They may not be able to vote for a couple more years, but teens from Saratoga, Cupertino and Campbell were eager to hear from local political candidates and elected officials on Wednesday night.
A few weeks short of the November 6 elections, the teens gathered for a "Pizza and Politics" event at Cupertino's Civic Plaza, listening to local politicians — ranging from Campbell Vice Mayor Evan Low to 28th District State Assemblyman Paul Fong — share their views on topics ranging from bolstering local business to improving education.
A Democrat and a Republican
Chuck Page, the Republican Mayor of Saratoga and Low, the Democratic vice mayor of Campbell, took center stage to represent their party's views. One student asked what advice they have for young people.
“Lose the word ‘can’t’ from your vocabulary ... And have as much fun on your mother and father’s money as you can,” Page said, eliciting laughter from the audience.
“That’s such a Republican philosophy,” Low said, smiling in jest.
His advice was also to “stay persistant and learn from failures.”
Both candidates advocated for working together, especially as small cities, across political lines. When asked how they would retain business in California, Low advocated for investing in education. Page suggested, “we could look at how we can lower the corporate tax rate” as an incentive for more businesses to stay local, he said.
The Two State Assembly Candidates
For the State Assembly 28th District, incumbent Paul Fong and runner Chad Wash tackled topics ranging from schools to what sets them apart — the latter posed by a student.
“I’ve been very consistent with my values,” said Fong. “I’m an advocate for environmental and social justice.”
For Walsh, “I have the ability to work very hard and absorb a lot of information,” he said.
Both agreed that there is an academic achievement gap with minorities in local schools, particularly with African Americans and Hispanics.
“We need to be more relevant for the local economy,” said Fong, pointing out that schools need to strengthen their math and science curriculum even more.
Walsh felt that schools should offer more internship and apprenticeship programs, equipping students with more real world experience and connections for when they graduate.
Three politicians running for a spot in the Fremont High School District Board, which represents such cities as Cupertino, Saratoga and Los Altos, also took the stage.
Candidate Joseph Antonelli Rosas felt that technology should be used to give a boost to the educational system — for example, streaming school board meetings online for parents who could not attend due to work obligations, and offering online classes for subjects that would otherwise not be available to students.
“We don’t need to cut classes. We can bring them online,” he said.
Despite budget cuts, candidate Jeff Moe maintained that “broad course offerings and after-school programs are essential,” he said. A parent in the school system, he also advocated for making schools more “welcoming and inviting” to parents.
Incumbent candidate Nancy A. Newton Nancy emphasized the need to maintain the district’s five comprehensive schools, with a full academic program in a seven period day.

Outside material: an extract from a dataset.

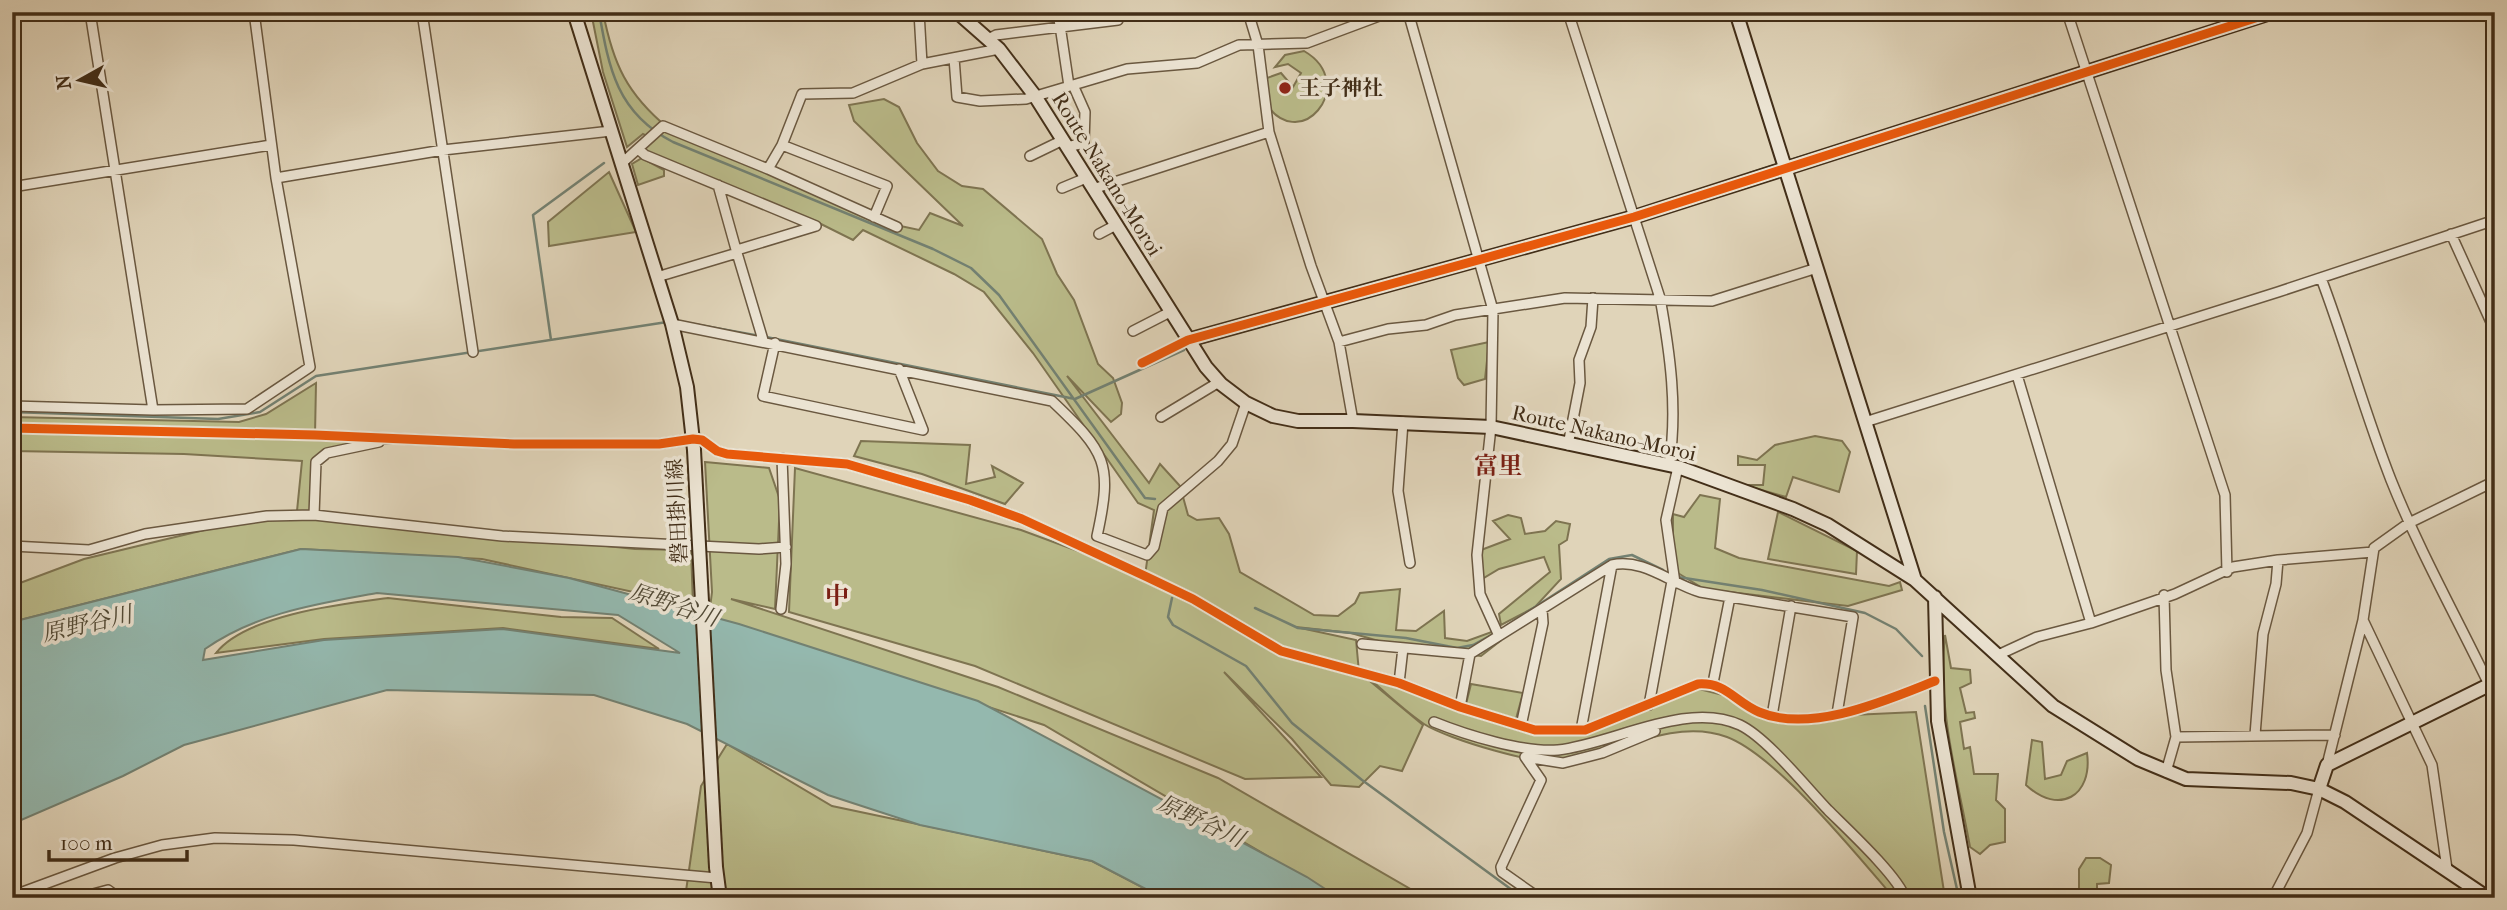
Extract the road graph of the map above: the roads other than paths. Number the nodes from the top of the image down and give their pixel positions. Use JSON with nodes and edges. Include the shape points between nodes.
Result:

“We’ve kept all of our programs in tact,” said Newton, pointing out that the district can continue to do so if she is re-elected.
Getting a Head Start
The event is good preparation for when students are able to vote, said Celine Mol, 16, from the Cupertino Teen Commission.
“We’ll be able to form opinions on our own rather than having other people form them,” said Mol, a student at Monte Vista High School in Cupertino.
For Dana Lujack, 16, the event is an unique opportunity for teens to get involved in the electoral process — a priviledge they don’t usually have, she said.
“I haven’t been invited to anything like this before,” said Lujack, also a member of the Cupertino Teen Commission.